Western Basin - Fishing effort directed towards walleye has greatly decreased as western basin anglers have switched to perch fishing. Some success has been reported three miles west of Rattlesnake Island in 31 feet of water. Drifters are using mayfly rigs or weight forward spinners, while most trollers are using worm harnesses or spoons with jet or dipsy divers, and crankbaits. Yellow perch fishing has produced good numbers of fish in the Western Basin, but on average fish have been under nine inches. Over the past week the best areas have been 25 feet of water on Cone Reef of the Camp Perry range, south of Green Island, south of Rattlesnake Island, E of Kelleys Island Shoal, and E of the Kelleys Island airport. Perch spreaders with shiners fished near the bottom produce the most fish. Smallmouth bass should start moving shallower as water temperatures drop heading into fall. Fish rocky drop-offs and reefs around the Bass Islands and Kelleys Island along with near-shore areas from Catawba Island to Sandusky Bay to find active fish. Tube jigs and drop shot rigs with goby imitations are the most popular set-ups for smallmouth. 
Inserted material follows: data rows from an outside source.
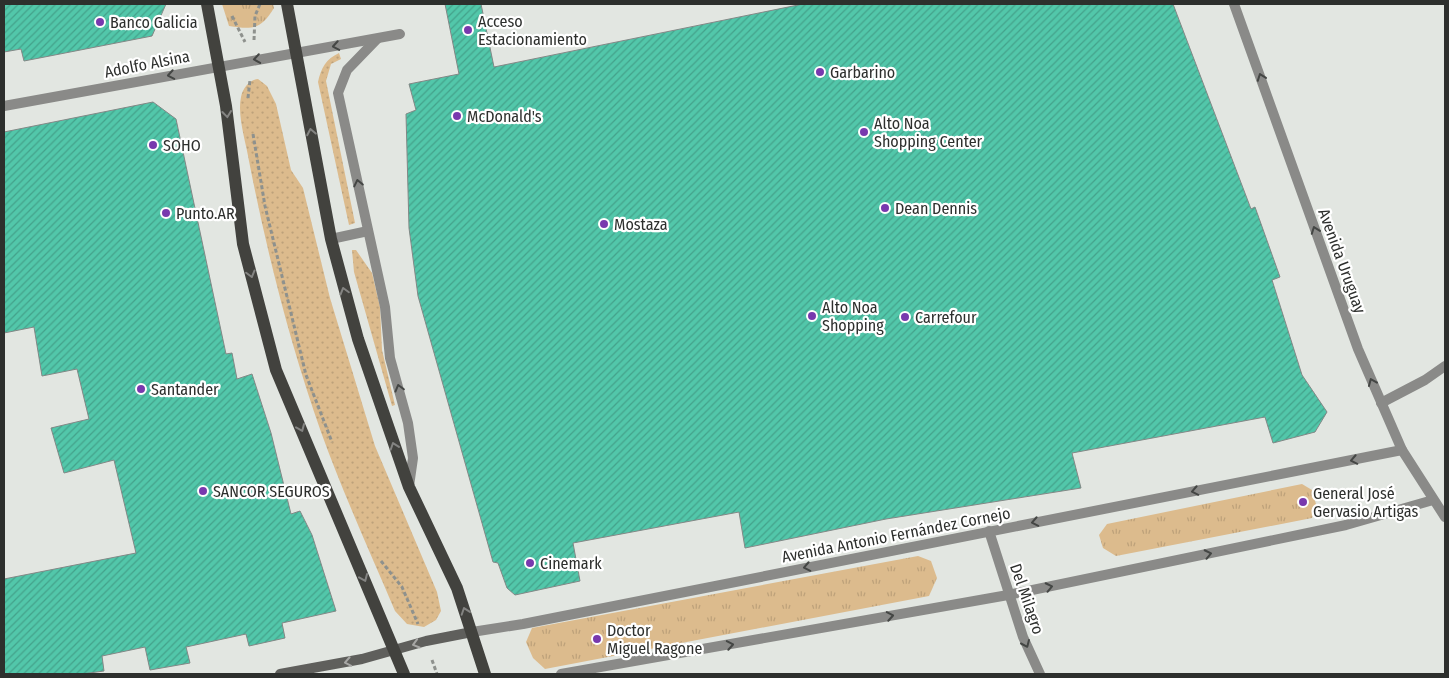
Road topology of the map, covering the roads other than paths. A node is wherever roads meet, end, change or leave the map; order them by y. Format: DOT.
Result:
graph roads {
  1 [pos="207,4"];
  2 [pos="287,4"];
  3 [pos="1234,4"];
  4 [pos="400,34"];
  5 [pos="376,39"];
  6 [pos="296,53"];
  7 [pos="219,66"];
  8 [pos="4,106"];
  9 [pos="368,231"];
  10 [pos="331,240"];
  11 [pos="1445,366"];
  12 [pos="1381,403"];
  13 [pos="1402,450"];
  14 [pos="409,487"];
  15 [pos="1433,500"];
  16 [pos="1445,517"];
  17 [pos="989,531"];
  18 [pos="1008,595"];
  19 [pos="472,632"];
  20 [pos="395,650"];
  21 [pos="280,674"];
  22 [pos="404,674"];
  23 [pos="485,674"];
  24 [pos="561,674"];
  25 [pos="1040,674"];
  1 -- 7 [label="main road"];
  2 -- 6 [label="main road"];
  12 -- 3 [label="street, Avenida Uruguay, one-way"];
  4 -- 5 [label="street, Adolfo Alsina"];
  5 -- 6 [label="street, Adolfo Alsina, one-way"];
  9 -- 5 [label="street, one-way"];
  6 -- 7 [label="street, Adolfo Alsina, one-way"];
  10 -- 6 [label="main road, one-way"];
  7 -- 8 [label="street, Adolfo Alsina, one-way"];
  7 -- 20 [label="main road, one-way"];
  9 -- 10 [label="street"];
  14 -- 9 [label="street, one-way"];
  14 -- 10 [label="main road, one-way"];
  11 -- 12 [label="street"];
  12 -- 13 [label="street, Avenida Uruguay"];
  13 -- 15 [label="street, Avenida Uruguay"];
  13 -- 17 [label="street, Avenida Antonio Fernández Cornejo, one-way"];
  19 -- 14 [label="main road, one-way"];
  15 -- 16 [label="street, Avenida Uruguay"];
  18 -- 15 [label="street, one-way"];
  17 -- 18 [label="street, Del Milagro"];
  17 -- 19 [label="street, Avenida Antonio Fernández Cornejo, one-way"];
  24 -- 18 [label="street, one-way"];
  18 -- 25 [label="street, Del Milagro, one-way"];
  19 -- 20 [label="main road, Avenida Antonio Fernández Cornejo, one-way"];
  19 -- 23 [label="main road"];
  20 -- 21 [label="main road, Avenida Antonio Fernández Cornejo, one-way"];
  20 -- 22 [label="main road"];
}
Central Basin - Walleye fishing from Huron to Lorain has been good as the fish continue to migrate west. Farther east most fishing effort has been directed at yellow perch. Walleye have been taken on the Huron dumping grounds, between the Vermilion dumping grounds and the sandbar at the 37/24 lines, and around the weather buoy on the north end of the sandbar. Fish have been caught on worm harnesses or spoons trolled with dipsy divers or jet divers, and also on deep diving crankbaits. Yellow perch fishing is excellent in the central basin in 27 feet of water off of the Vermilion breakwall, off of the condos east of Vermilion near Beaver Creek, within one mile of Avon point, three miles north of Cleveland (E. 72nd St. lighthouse) in 42 feet of water, two to three miles north of Euclid in 38 to 42 feet of water, two to three miles north-northwest of Fairport in 40 to 50 feet of water, and two to three miles north of Ashtabula 40 to 50 feet of water. Fish have ranged from seven to 12 inches. Perch rigs with shiners fished near the bottom have produced the most fish. Smallmouth bass fishing has been good along the shoreline from Fairport Harbor to Conneaut in 15 to 25 feet of water. Fish have been caught on goby color tube jigs, goby color drop-shot rigs, jigs tipped with minnows or leeches, or by trolling crankbaits. Steelhead fishing has been good in the Vermilion River, Rocky River, Euclid Creek (Wildwood State Park), Chagrin River, Grand River, Arcola Creek, Geneva State Park, Conneaut Creek and along the Conneaut west breakwall. Shore anglers are using small spinners and spoons, and jigs and maggots rigged with a split shot under a light bobber. 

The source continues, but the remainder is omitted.